Привыкнув к полумраку, царившему внутри башни, Дальвиг увидел лестницу с выщербленными ступенями, покрытую непонятными кучами – не то мусором, не то снова телами и их кусками. Преодолев страх и осторожность, он ступил на первую ступеньку и медленно пошел вверх. Чем дальше, тем легче было идти. Мусора и мертвых становилось меньше, появилось несколько крошечных оконцев, через которые на лестницу проникали красные, как попавшая в воду кровь, лучи солнца. Тишина казалась всеобъемлющей и всепоглощающей. Дальвиг шагал по каменным ступеням совершенно бесшумно: он затаил дыхание и старался не брякнуть ни единой металлической частицей своего снаряжения.

Наверху он вышел в короткий, загибающийся коридор, как и все здесь, наполненный присутствием смерти. Несколько дверных проемов выходили изнутри башни, а снаружи через бойницы виднелся узенький балкончик. Большинство дверей оказались выбитыми, а пол основательно прогнил, местами даже провалившись. Осторожно выбирая место для следующего шага, Дальвиг вдоль стены пробрался из одного конца коридора в другой. По пути он заглядывал в комнаты, но ничего интересного там не обнаружилось. В двух лежали мертвецы в красных одеждах, со стрелами в горле и глазнице, еще в одной – отрубленная голова с высунутым черным языком, а в самой последней у узкого, зарешеченного окна сидел закованный в ржавые латы рыцарь. Мятая, с прогрызенными временем дырами сталь покрывала его с головы до пят – когда-то красивая рельефная кираса с сине-белым цветком, кольчужная рубаха до колен, наручи и кожаные перчатки с металлическими шипами на костяшках пальцев. Только шлем с разрубленным, почерневшим и помятым забралом был снят и небрежно отброшен в сторону. Бледное лицо с остро выступающими скулами склонилось книзу; желтоватые волосы слипшимися прядями свисали вниз, закрывая его почти полностью. Внешне никаких смертельных ран на теле рыцаря Дальвиг не увидал, зато вокруг лидиеносца в самых разнообразных позах громоздились мертвецы. Четверо, явно порубленные тем громадным мечом, что зажат в неподвижной руке рыцаря. Немного поколебавшись, Дальвиг решил, что нужно осмотреть его поближе. Все равно он мертв, и ничего в этой жизни ему уже не понадобится. А ему, Эт Кобосу, пригодится все, даже пара золотых монет в том тощем кошеле, что выглядывает из-за пояса.

Однако стоило ему двинуться внутрь комнаты, под ногой немедленно протяжно и зловеще заскрипела половица.

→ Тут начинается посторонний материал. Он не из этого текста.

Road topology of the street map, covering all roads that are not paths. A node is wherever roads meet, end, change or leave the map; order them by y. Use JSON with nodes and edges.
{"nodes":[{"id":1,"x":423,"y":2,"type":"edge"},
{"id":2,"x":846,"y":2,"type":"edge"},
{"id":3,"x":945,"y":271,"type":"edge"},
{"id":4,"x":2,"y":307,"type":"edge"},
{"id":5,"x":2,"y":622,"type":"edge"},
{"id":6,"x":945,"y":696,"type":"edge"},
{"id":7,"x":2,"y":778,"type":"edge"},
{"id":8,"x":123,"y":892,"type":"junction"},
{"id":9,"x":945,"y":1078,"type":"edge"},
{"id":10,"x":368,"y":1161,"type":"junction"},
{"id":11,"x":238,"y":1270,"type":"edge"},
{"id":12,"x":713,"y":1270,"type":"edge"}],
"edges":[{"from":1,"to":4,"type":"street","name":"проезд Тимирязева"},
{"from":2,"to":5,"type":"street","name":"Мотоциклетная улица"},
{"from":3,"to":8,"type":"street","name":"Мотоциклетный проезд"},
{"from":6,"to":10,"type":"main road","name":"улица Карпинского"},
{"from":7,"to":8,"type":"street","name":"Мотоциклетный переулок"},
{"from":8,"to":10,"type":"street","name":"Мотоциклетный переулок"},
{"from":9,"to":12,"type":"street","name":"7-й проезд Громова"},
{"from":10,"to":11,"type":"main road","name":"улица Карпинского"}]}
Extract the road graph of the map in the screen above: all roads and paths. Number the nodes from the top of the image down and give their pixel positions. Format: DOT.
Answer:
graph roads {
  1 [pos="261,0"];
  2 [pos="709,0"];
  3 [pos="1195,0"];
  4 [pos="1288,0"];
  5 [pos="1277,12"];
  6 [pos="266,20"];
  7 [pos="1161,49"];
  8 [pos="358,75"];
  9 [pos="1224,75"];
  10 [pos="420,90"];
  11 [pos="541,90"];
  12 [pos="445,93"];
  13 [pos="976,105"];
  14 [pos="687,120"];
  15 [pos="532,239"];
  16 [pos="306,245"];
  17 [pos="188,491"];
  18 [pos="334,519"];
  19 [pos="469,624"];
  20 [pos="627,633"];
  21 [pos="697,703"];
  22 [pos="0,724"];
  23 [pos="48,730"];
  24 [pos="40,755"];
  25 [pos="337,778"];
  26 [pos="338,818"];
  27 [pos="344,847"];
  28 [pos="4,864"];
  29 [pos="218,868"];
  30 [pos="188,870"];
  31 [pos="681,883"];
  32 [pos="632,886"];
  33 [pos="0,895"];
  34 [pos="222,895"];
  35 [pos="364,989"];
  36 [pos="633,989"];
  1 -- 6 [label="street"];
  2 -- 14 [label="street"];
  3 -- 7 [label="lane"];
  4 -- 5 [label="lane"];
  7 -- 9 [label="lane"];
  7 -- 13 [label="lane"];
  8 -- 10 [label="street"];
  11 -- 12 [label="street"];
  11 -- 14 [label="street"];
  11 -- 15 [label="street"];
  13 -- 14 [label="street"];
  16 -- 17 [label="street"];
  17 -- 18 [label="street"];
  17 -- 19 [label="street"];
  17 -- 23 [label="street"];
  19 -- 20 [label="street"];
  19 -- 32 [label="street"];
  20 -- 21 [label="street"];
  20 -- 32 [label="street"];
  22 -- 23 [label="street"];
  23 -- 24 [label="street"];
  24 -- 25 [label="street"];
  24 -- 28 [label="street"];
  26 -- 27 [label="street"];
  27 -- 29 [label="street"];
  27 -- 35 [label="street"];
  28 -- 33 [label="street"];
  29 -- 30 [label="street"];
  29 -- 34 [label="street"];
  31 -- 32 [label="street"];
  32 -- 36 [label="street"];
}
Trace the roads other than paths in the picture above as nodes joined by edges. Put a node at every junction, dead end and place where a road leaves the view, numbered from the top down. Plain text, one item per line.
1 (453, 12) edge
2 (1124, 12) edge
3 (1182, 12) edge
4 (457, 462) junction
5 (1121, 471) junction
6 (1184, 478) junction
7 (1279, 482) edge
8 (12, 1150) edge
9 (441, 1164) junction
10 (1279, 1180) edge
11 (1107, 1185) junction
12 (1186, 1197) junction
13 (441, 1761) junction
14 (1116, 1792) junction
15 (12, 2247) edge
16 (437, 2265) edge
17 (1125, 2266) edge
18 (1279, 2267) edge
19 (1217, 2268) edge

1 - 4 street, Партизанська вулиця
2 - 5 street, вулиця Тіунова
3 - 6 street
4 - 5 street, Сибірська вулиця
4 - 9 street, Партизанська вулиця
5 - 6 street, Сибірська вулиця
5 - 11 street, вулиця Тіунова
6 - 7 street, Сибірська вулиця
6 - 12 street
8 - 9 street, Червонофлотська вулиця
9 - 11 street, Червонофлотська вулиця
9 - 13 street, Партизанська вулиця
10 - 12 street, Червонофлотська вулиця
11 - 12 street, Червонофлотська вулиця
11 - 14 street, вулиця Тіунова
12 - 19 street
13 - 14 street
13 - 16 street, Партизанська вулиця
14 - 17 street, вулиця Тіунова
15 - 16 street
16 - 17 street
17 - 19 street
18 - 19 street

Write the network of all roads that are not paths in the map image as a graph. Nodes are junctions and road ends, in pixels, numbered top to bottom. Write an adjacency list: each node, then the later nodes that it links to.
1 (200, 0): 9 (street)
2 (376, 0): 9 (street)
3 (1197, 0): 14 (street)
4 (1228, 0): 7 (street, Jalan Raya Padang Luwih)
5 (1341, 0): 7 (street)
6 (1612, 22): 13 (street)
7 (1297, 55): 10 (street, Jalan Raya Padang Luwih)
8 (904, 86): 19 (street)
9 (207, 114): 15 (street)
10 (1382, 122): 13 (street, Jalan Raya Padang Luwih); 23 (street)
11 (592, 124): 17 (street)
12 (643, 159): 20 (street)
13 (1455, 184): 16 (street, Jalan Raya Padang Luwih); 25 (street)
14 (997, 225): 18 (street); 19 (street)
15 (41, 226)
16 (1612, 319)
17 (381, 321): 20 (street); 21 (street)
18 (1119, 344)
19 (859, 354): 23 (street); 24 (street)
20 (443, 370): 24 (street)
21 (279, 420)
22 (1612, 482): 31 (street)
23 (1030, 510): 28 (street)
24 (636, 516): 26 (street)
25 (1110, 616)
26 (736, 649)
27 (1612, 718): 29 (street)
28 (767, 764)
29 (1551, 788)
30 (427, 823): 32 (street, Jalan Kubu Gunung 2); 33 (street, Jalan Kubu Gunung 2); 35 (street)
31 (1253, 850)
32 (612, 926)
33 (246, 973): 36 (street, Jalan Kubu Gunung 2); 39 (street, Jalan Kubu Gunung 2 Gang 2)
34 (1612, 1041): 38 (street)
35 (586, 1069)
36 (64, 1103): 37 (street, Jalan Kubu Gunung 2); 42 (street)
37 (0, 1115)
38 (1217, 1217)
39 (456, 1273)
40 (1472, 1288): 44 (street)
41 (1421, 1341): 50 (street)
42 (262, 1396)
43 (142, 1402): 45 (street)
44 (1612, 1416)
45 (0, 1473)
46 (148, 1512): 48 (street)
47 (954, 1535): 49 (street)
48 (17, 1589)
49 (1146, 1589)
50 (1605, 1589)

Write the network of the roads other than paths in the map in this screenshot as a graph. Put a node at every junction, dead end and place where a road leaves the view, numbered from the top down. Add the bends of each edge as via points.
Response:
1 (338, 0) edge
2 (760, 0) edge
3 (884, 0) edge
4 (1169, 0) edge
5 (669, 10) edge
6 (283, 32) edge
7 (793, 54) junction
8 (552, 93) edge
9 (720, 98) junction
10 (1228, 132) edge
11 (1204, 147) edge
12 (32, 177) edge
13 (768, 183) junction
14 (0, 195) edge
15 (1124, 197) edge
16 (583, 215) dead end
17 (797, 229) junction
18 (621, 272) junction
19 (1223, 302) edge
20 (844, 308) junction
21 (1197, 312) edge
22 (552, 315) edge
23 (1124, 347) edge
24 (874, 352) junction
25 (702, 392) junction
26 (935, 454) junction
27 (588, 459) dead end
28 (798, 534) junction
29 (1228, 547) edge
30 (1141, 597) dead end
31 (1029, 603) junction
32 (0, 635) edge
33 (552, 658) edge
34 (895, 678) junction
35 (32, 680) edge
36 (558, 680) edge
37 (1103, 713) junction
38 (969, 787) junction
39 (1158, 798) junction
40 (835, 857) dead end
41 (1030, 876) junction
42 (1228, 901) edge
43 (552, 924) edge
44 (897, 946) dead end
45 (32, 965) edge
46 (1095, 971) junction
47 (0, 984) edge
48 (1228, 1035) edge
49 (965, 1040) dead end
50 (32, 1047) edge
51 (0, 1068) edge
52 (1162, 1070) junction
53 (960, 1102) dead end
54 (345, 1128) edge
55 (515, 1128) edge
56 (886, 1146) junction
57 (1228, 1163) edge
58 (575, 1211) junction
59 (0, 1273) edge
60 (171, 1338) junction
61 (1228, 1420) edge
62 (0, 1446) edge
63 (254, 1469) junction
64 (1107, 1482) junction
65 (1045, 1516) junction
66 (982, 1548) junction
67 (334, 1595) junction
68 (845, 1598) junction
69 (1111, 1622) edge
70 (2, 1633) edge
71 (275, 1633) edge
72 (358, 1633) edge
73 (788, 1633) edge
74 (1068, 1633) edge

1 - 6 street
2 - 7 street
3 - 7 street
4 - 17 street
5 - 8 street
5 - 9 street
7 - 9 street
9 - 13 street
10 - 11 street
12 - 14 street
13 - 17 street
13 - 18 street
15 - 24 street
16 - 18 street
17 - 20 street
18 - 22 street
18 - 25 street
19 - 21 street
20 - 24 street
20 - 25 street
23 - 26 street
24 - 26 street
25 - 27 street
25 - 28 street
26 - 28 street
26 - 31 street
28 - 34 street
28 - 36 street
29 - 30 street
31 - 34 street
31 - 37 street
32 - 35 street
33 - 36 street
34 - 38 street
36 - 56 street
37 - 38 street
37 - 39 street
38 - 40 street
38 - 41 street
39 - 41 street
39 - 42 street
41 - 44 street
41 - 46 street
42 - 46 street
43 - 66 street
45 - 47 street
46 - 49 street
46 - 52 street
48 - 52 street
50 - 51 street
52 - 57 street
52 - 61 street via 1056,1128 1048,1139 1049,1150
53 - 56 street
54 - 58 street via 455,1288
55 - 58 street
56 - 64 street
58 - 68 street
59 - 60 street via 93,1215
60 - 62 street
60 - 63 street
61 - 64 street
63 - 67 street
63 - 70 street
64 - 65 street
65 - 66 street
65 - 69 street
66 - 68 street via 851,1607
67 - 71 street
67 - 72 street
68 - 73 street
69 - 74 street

В груди Дальвига все похолодело: он понял, что сейчас произойдет нечто ужасное. В тот же момент желтые пряди вздрогнули и начали медленно подниматься. Развалившись в стороны, они открыли измученное лицо, которое должно было принадлежать только покойнику, но никак не тому, кто способен еще шевелиться. Рыцарь поднял на Дальвига взгляд тусклых водянистых глаз неопределенного цвета и выдохнул через землистые губы:

– Уже?

Это был сиплый, леденящий душу стон человека, подвергнутого мучительным страданиям. Голос существа, забывшего свет солнца, вечно заточенного в глубокий пыточный подвал. Голос мертвеца, которому никак не дадут успокоиться в своей могиле, если уж на то пошло.

Как ужаленный Дальвиг отпрыгнул от двери к противоположной стене и выставил перед собой Вальдевул. Он даже забыл, что следует велеть ему рубить. Едва заметная на серой коже лба бровь рыцаря медленно поползла вверх.

– Ты… не один из нас? – проскрипел он. Кажется, даже звуки причиняли ему боль – каждый в отдельности и все вместе. – Я не узнаю тебя.

– А ты? Кто ты такой – мертвец или живой?

– Если б я знал! – усмехнулся рыцарь, словно ему кто-то всадил кинжал в живот. – Кто ты такой, ответь!

– Я – путешественник, по ошибке попавший в это царство гниющего мяса…

– Тогда позволь на правах хозяина приветствовать тебя в замке Вайберанн, злосчастный путник. Я – Миланор, господин этого проклятого места. – Тяжело опираясь на свой огромный заржавевший меч, рыцарь поднялся сначала на колени, а потом и на ноги.

– Гм… Я тоже тебя приветствую, – пробормотал Даль-виг, совершенно не представляющий, как ему вести себя дальше. Сам он с радостью очутился бы сейчас в седле коня, как можно быстрее скачущего прочь отсюда. Но так просто повернуться и уйти… и невежливо, и страшно. Тем временем Миланор, неуклюже пошевеливая руками, оперся спиной о стену и продолжил разговор.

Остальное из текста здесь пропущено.